> _Your objective_:
For this exercise, copy each line of the records that contains the word "paths".

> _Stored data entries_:
Start of Block

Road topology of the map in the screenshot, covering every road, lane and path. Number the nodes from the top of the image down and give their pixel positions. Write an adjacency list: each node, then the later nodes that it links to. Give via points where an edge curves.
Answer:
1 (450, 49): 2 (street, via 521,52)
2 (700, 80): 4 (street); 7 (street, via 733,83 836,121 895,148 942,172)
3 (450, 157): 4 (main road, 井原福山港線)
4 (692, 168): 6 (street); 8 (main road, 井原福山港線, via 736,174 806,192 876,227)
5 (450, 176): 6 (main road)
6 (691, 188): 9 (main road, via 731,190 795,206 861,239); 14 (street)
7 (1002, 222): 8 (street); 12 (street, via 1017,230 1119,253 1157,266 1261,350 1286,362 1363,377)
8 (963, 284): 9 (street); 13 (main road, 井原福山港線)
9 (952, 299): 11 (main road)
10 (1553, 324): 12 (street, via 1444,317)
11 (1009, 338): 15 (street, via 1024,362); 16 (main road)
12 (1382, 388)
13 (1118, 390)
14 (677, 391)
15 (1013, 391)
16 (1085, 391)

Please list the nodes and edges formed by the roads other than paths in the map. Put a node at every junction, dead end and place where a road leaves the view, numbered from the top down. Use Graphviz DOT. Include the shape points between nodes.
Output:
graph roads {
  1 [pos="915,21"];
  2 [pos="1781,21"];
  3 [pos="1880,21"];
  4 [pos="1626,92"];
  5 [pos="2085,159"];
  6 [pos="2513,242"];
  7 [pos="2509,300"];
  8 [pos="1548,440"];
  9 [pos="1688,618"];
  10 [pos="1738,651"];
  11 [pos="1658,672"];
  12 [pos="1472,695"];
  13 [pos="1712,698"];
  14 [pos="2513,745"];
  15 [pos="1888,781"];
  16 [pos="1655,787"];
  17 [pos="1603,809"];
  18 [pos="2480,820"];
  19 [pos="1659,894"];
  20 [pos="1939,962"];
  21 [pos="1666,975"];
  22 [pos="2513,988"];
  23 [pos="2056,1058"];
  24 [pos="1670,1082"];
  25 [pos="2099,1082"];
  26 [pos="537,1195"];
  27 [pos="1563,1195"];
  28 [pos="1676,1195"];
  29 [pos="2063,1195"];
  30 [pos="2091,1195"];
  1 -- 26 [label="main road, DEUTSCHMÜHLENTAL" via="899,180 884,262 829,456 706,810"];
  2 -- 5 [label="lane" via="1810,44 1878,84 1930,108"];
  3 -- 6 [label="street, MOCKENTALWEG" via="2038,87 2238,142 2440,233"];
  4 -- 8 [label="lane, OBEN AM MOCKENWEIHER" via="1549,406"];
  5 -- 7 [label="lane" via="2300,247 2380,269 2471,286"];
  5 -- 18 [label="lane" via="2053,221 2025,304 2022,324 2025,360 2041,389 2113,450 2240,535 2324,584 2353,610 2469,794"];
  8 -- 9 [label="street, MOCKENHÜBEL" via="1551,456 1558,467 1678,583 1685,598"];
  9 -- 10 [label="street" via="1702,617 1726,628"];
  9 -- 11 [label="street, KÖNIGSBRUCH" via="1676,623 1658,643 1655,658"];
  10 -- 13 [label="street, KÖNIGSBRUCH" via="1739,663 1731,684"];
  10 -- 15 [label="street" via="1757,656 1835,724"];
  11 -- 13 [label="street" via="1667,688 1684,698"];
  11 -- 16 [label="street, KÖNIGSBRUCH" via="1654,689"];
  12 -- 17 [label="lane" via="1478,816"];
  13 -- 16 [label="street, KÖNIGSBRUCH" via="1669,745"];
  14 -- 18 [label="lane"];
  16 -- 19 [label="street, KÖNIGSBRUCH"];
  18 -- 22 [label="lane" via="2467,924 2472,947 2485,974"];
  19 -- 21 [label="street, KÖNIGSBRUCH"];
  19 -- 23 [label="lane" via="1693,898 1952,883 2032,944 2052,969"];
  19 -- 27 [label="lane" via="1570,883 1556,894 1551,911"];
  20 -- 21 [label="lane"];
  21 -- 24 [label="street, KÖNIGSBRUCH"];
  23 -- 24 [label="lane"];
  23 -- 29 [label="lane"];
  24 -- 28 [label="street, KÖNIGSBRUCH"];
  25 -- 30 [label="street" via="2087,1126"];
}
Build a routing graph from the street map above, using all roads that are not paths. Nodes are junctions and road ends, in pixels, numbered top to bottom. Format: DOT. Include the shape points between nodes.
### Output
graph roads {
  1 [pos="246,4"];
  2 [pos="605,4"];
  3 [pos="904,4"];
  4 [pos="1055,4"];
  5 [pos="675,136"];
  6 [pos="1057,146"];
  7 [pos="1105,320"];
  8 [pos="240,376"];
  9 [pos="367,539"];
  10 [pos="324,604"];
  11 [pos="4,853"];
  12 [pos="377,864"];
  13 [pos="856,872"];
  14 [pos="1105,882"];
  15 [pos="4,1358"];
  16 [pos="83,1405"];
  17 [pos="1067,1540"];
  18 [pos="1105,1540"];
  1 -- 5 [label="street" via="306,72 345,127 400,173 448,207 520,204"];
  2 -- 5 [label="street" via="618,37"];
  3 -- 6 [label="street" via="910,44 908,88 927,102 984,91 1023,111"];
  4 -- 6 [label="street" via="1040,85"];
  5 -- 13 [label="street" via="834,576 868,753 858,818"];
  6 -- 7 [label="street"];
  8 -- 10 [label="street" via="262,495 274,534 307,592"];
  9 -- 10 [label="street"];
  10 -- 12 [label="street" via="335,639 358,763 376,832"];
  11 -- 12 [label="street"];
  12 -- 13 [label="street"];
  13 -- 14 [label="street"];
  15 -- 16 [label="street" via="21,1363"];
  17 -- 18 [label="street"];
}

End of Block

> _Completed exercise_:
Please list the nodes and edges formed by the roads other than paths in the map. Put a node at every junction, dead end and place where a road leaves the view, numbered from the top down. Use Graphviz DOT. Include the shape points between nodes.
Build a routing graph from the street map above, using all roads that are not paths. Nodes are junctions and road ends, in pixels, numbered top to bottom. Format: DOT. Include the shape points between nodes.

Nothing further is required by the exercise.